Exercise:
Among the lines below, tally those holding the string "roads" and give the total only.

== Exercise inputs ==

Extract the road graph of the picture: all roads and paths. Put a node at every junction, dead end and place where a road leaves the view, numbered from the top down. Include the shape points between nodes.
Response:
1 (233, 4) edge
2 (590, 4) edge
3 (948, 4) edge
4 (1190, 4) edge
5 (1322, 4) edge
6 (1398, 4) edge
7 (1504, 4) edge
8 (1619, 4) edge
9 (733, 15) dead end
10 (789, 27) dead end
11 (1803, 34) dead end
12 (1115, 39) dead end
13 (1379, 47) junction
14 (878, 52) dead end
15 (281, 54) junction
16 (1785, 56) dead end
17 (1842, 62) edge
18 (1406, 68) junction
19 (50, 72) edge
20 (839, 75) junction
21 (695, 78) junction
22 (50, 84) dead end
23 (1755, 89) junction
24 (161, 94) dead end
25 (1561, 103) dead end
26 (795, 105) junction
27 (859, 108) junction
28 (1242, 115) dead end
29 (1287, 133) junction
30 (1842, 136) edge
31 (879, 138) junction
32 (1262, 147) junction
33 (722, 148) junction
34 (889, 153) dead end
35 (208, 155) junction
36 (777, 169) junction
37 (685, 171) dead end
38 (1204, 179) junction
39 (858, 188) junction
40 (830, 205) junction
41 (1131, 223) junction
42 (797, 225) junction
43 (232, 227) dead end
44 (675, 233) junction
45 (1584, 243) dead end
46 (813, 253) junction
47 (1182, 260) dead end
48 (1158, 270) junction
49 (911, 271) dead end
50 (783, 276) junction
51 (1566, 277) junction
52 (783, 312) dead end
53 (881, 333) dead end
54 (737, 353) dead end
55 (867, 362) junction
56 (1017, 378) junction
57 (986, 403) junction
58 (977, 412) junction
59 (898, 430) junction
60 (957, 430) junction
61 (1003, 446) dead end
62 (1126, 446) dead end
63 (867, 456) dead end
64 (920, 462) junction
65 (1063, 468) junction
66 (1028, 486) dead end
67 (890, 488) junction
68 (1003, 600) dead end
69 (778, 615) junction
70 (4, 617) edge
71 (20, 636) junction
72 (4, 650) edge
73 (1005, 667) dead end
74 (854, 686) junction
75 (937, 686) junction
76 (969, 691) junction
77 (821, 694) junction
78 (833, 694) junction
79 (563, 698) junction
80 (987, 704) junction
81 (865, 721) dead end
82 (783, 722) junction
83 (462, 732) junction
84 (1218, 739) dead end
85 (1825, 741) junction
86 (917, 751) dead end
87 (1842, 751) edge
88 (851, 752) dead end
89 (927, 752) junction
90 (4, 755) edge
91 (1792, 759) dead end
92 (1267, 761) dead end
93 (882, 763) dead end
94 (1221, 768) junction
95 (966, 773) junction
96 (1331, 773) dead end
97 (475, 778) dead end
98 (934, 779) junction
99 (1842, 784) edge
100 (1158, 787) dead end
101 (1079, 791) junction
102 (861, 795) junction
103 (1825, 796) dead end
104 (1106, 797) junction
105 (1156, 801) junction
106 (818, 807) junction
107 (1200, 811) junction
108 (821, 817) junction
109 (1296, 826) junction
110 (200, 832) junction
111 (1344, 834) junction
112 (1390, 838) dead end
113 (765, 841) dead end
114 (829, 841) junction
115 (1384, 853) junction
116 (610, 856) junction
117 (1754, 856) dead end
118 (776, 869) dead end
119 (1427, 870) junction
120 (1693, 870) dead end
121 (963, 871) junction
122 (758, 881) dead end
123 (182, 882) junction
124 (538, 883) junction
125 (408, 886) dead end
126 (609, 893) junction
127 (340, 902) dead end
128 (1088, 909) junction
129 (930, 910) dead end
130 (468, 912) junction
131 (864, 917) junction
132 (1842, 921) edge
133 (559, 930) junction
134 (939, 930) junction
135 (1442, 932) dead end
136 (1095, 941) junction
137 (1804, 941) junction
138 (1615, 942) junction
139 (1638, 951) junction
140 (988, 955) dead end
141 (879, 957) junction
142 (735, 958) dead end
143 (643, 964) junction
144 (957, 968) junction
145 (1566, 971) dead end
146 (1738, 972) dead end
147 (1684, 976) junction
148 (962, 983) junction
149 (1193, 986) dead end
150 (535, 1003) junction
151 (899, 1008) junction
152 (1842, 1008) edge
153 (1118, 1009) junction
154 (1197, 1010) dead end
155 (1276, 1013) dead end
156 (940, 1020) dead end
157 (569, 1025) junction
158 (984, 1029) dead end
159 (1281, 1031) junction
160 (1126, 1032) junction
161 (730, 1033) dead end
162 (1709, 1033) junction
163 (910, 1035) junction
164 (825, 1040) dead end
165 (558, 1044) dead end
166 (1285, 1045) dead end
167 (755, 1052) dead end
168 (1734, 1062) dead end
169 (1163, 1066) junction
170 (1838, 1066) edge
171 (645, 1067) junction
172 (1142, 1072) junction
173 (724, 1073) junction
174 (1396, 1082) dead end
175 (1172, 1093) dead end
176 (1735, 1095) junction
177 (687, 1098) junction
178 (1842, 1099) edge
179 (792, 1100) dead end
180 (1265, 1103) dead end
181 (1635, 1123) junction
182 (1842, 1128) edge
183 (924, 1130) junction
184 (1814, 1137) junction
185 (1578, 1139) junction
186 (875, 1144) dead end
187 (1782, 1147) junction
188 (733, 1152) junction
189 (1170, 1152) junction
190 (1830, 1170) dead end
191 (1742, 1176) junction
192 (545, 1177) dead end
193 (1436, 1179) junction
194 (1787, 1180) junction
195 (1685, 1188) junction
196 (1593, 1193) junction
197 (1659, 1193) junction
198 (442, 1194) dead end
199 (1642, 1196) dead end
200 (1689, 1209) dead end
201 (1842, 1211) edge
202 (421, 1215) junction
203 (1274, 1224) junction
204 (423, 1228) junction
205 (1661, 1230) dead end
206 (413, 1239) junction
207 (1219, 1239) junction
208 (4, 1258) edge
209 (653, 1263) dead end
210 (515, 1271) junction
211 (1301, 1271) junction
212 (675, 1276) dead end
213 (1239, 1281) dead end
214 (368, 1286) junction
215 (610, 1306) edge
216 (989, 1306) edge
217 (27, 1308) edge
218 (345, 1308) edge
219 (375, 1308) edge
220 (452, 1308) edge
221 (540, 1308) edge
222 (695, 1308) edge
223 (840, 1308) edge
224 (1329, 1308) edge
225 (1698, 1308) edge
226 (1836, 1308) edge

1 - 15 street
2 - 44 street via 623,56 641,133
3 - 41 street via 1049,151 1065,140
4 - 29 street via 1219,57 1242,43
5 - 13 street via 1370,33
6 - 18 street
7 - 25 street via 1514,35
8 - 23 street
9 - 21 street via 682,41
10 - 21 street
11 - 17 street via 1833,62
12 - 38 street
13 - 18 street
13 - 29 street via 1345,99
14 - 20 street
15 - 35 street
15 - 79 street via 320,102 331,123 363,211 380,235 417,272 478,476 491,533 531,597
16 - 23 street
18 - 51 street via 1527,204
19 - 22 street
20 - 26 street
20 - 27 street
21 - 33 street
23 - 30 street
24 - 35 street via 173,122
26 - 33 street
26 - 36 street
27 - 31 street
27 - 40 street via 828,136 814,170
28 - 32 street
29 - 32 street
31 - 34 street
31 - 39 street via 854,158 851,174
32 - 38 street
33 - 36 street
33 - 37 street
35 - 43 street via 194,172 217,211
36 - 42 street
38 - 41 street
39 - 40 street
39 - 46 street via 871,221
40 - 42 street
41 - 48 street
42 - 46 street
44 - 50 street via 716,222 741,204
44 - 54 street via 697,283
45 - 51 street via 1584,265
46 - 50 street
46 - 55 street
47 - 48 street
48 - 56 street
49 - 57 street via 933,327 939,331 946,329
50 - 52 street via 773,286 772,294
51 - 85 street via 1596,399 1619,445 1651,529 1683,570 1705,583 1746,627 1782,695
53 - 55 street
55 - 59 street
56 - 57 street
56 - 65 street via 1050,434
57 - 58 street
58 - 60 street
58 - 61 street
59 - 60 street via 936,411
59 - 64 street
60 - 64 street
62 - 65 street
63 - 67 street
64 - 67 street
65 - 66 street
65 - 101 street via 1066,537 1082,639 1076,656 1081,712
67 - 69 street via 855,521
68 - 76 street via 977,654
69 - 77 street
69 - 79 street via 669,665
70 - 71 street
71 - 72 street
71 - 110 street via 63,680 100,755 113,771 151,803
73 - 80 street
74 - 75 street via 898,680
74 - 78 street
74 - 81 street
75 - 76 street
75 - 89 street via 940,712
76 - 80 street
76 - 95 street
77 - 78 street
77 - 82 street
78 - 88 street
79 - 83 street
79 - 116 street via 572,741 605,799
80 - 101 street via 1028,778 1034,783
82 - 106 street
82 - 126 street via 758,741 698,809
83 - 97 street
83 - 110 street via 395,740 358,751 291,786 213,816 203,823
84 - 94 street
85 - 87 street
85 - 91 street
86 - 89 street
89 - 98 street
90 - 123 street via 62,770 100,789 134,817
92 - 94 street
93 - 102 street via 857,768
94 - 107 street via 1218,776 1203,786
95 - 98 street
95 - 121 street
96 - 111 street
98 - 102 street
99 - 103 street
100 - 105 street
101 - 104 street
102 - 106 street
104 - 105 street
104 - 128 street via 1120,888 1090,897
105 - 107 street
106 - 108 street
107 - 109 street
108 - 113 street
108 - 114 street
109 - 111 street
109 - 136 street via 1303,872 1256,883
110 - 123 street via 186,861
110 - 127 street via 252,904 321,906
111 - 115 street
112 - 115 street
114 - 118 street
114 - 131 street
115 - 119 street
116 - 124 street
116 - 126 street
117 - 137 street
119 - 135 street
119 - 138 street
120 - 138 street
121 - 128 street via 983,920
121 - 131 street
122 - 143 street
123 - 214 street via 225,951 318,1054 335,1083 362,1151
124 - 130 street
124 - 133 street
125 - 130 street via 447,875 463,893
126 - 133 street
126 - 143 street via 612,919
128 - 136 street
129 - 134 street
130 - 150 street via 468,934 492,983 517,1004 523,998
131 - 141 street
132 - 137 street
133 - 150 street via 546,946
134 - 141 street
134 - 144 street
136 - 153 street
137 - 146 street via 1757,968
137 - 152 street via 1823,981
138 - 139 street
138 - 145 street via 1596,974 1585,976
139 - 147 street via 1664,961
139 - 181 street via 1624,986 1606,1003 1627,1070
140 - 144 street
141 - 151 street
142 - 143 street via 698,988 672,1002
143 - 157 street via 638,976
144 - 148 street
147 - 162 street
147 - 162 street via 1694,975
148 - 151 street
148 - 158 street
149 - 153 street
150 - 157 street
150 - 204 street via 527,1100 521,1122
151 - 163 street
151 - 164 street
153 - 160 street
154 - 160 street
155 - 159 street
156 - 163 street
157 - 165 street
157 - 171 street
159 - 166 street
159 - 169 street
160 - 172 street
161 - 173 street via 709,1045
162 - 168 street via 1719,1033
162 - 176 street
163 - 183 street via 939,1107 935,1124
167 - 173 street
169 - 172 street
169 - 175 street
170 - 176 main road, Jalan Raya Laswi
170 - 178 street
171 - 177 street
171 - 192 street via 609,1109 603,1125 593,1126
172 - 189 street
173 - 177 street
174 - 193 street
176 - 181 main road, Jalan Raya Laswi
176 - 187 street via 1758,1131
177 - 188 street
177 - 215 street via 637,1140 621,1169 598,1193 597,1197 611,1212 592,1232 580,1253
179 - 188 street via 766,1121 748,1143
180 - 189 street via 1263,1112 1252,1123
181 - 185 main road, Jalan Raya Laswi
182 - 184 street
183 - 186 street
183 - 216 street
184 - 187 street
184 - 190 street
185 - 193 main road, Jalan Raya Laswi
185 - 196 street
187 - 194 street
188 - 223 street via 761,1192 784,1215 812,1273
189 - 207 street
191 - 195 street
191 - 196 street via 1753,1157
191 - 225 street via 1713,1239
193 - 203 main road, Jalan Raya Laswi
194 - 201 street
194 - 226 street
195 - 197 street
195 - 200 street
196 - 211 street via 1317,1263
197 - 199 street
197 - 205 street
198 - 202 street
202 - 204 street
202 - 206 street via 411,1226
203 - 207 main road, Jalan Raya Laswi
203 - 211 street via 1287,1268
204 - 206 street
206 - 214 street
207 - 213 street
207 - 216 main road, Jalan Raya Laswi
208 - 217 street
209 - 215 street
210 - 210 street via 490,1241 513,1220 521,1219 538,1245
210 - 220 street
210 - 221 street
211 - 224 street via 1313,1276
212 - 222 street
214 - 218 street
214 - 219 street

===
== Exercise inputs ==

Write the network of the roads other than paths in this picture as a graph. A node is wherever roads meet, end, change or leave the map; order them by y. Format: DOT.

===

Response:
2